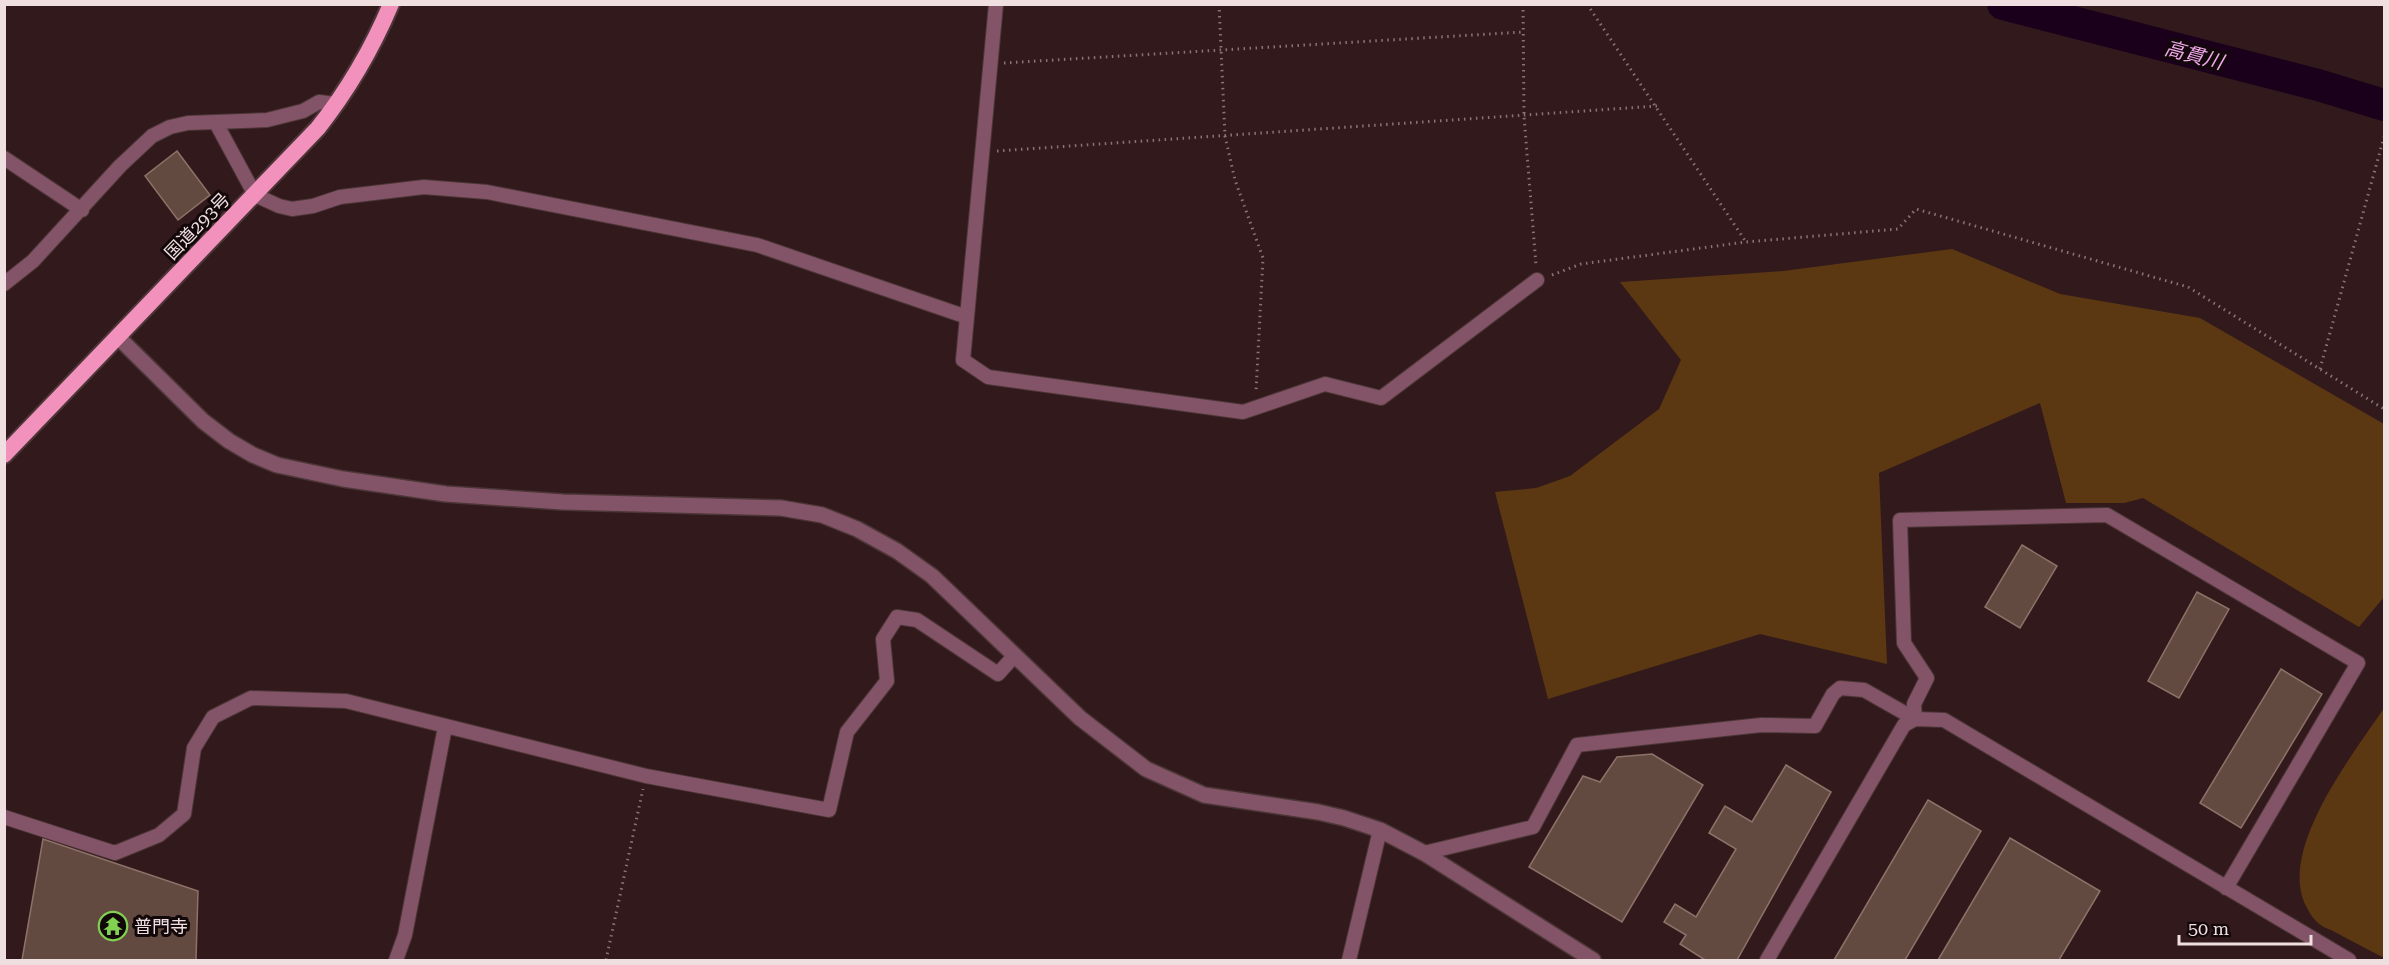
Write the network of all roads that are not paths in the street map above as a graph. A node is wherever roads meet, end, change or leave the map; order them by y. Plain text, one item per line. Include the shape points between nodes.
1 (390, 4) edge
2 (996, 4) edge
3 (334, 108) junction
4 (216, 123) junction
5 (4, 158) edge
6 (255, 195) junction
7 (82, 210) junction
8 (1537, 280) road end
9 (4, 284) edge
10 (967, 317) junction
11 (118, 337) junction
12 (4, 455) edge
13 (1015, 655) junction
14 (1916, 719) junction
15 (445, 727) junction
16 (4, 817) edge
17 (1380, 830) junction
18 (1424, 853) junction
19 (2226, 888) junction
20 (396, 960) edge
21 (1349, 960) edge
22 (1593, 960) edge
23 (1767, 960) edge
24 (2349, 960) edge

1 - 3 highway, 国道293号 via 361,65
2 - 10 street
3 - 4 street via 319,102 303,111 267,120
3 - 6 highway, 国道293号
4 - 6 street
4 - 7 street via 188,123 152,136
5 - 7 street
6 - 10 street via 292,209 340,197 424,187 487,192 757,245
6 - 11 highway, 国道293号
7 - 9 street via 33,261
8 - 10 street via 1381,398 1325,384 1243,412 987,377 963,360
11 - 12 highway, 国道293号
11 - 13 street via 203,421 229,441 277,465 457,495 781,508 822,515 897,551 932,576
13 - 15 street via 998,674 917,620 897,616 883,639 887,681 847,732 829,810 646,776
13 - 17 street via 1117,748 1175,784 1204,795 1318,812
14 - 18 street via 1864,690 1840,688 1815,726 1761,725 1576,745 1533,827
14 - 19 street via 1944,720
14 - 19 street via 1914,704 1927,678 1904,643 1900,520 2108,515 2358,663
14 - 23 street via 1905,725
15 - 16 street via 346,701 251,698 213,717 194,748 184,814 159,835 115,853
15 - 20 street via 405,934
17 - 18 street
17 - 21 street
18 - 22 street
19 - 24 street

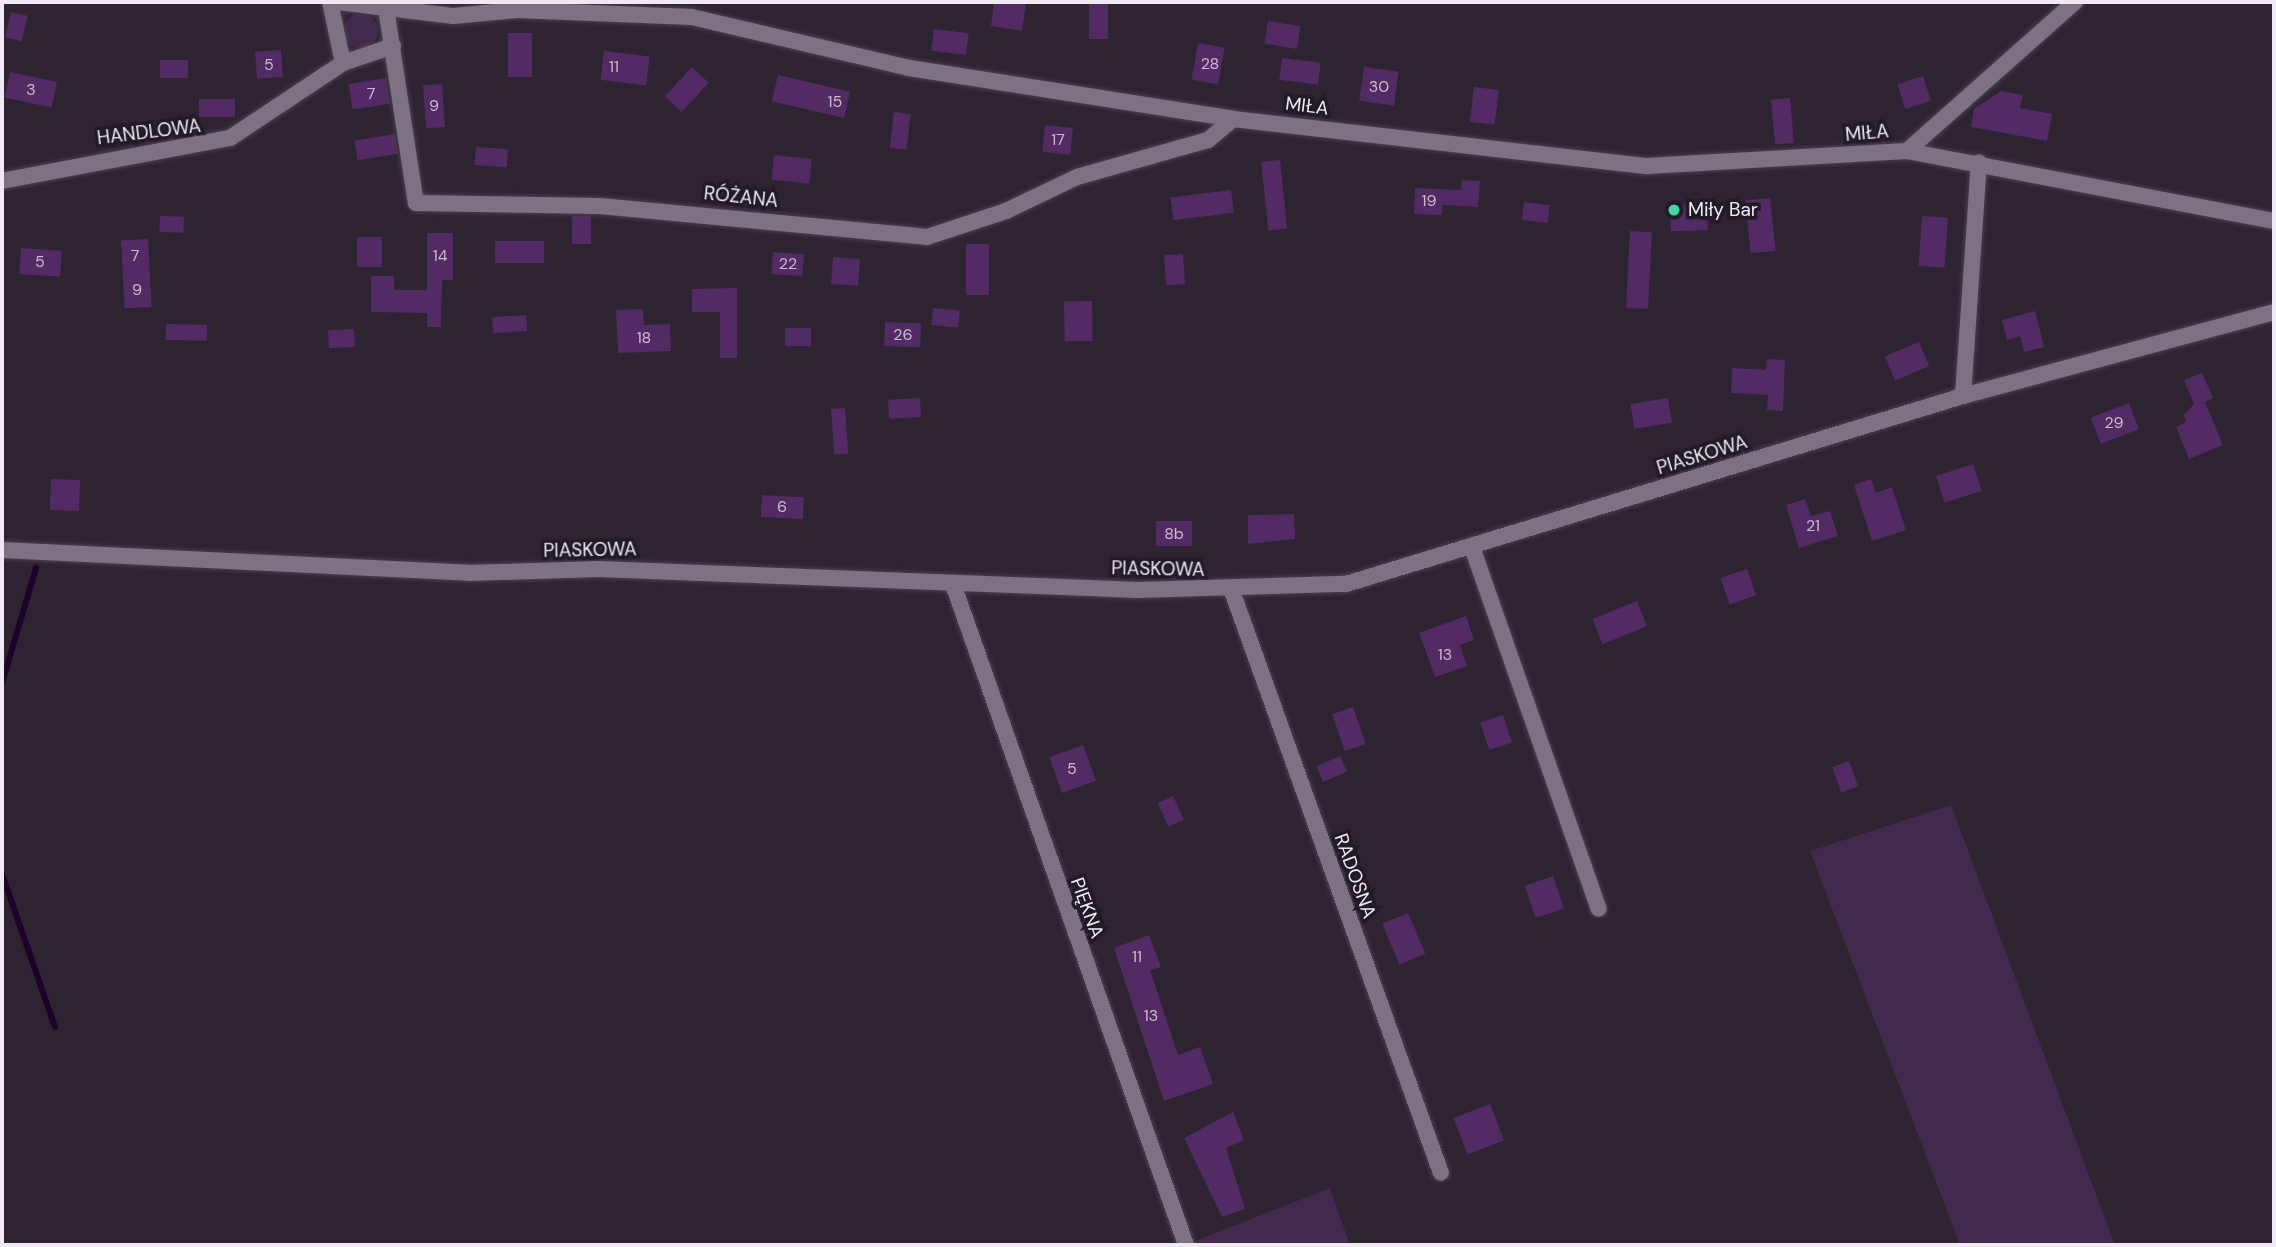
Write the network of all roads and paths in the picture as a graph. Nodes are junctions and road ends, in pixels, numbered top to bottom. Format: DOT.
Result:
graph roads {
  1 [pos="330,2"];
  2 [pos="338,2"];
  3 [pos="2075,2"];
  4 [pos="518,6"];
  5 [pos="386,8"];
  6 [pos="393,46"];
  7 [pos="343,63"];
  8 [pos="1233,119"];
  9 [pos="1907,151"];
  10 [pos="1979,163"];
  11 [pos="2,181"];
  12 [pos="2274,221"];
  13 [pos="2274,312"];
  14 [pos="1963,396"];
  15 [pos="2,550"];
  16 [pos="1473,550"];
  17 [pos="953,584"];
  18 [pos="1232,591"];
  19 [pos="1599,909"];
  20 [pos="1441,1173"];
  21 [pos="1186,1245"];
  1 -- 7 [label="street"];
  2 -- 5 [label="street, MIŁA"];
  3 -- 9 [label="street"];
  4 -- 5 [label="street, MIŁA"];
  4 -- 8 [label="street, MIŁA"];
  5 -- 6 [label="street, RÓŻANA"];
  6 -- 7 [label="street"];
  6 -- 8 [label="street, RÓŻANA"];
  7 -- 11 [label="street, HANDLOWA"];
  8 -- 9 [label="street, MIŁA"];
  9 -- 10 [label="street, MIŁA"];
  10 -- 12 [label="street, MIŁA"];
  10 -- 14 [label="street"];
  13 -- 14 [label="street, PIASKOWA"];
  14 -- 16 [label="street, PIASKOWA"];
  15 -- 17 [label="street, PIASKOWA"];
  16 -- 18 [label="street, PIASKOWA"];
  16 -- 19 [label="street"];
  17 -- 18 [label="street, PIASKOWA"];
  17 -- 21 [label="street, PIĘKNA"];
  18 -- 20 [label="street, RADOSNA"];
}
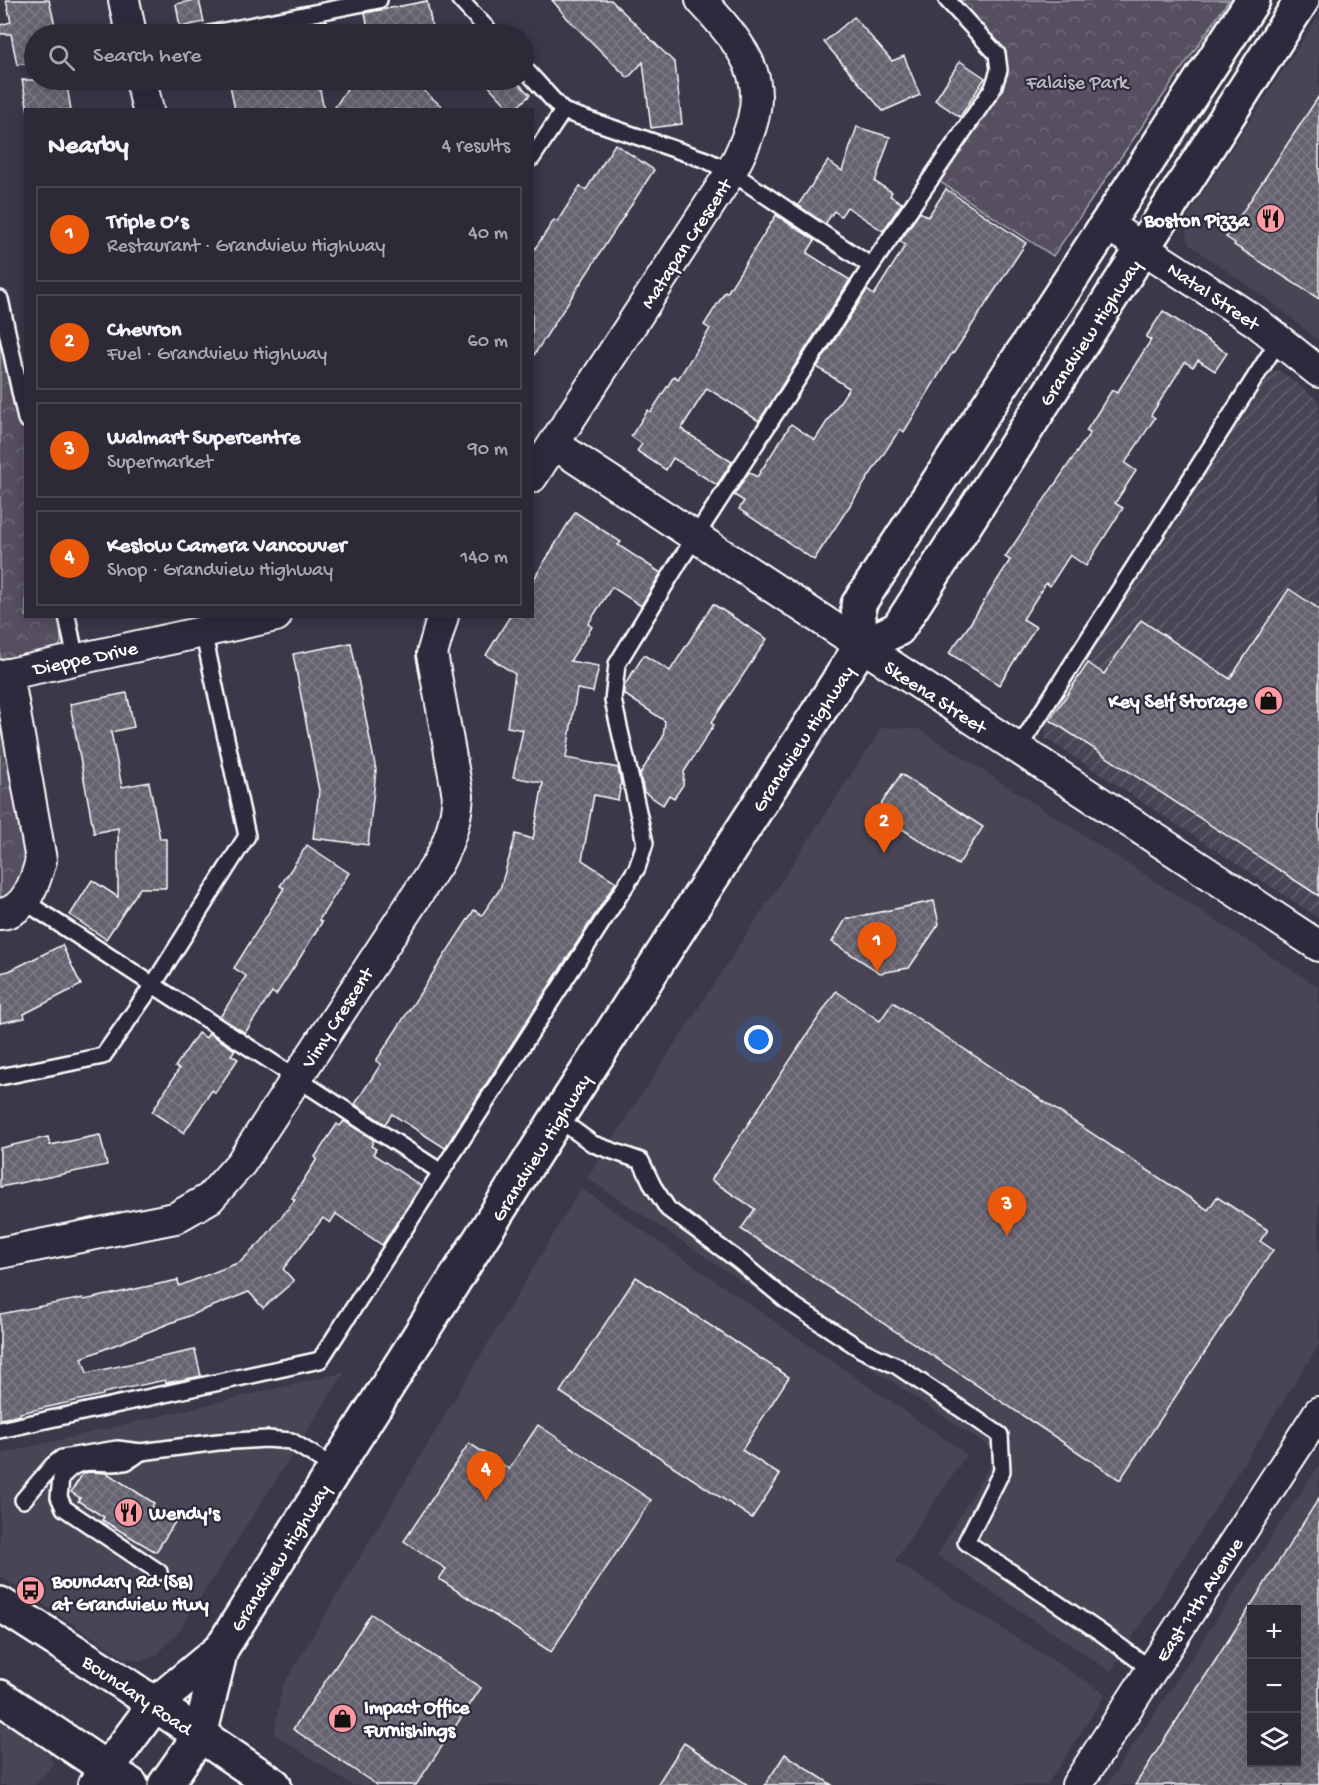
• • •
YOUR ASSIGNMENT
Search the records above for the string "PIASKOWA". Copy every line that contains it.

WRITTEN SOLUTION
  13 -- 14 [label="street, PIASKOWA"];
  14 -- 16 [label="street, PIASKOWA"];
  15 -- 17 [label="street, PIASKOWA"];
  16 -- 18 [label="street, PIASKOWA"];
  17 -- 18 [label="street, PIASKOWA"];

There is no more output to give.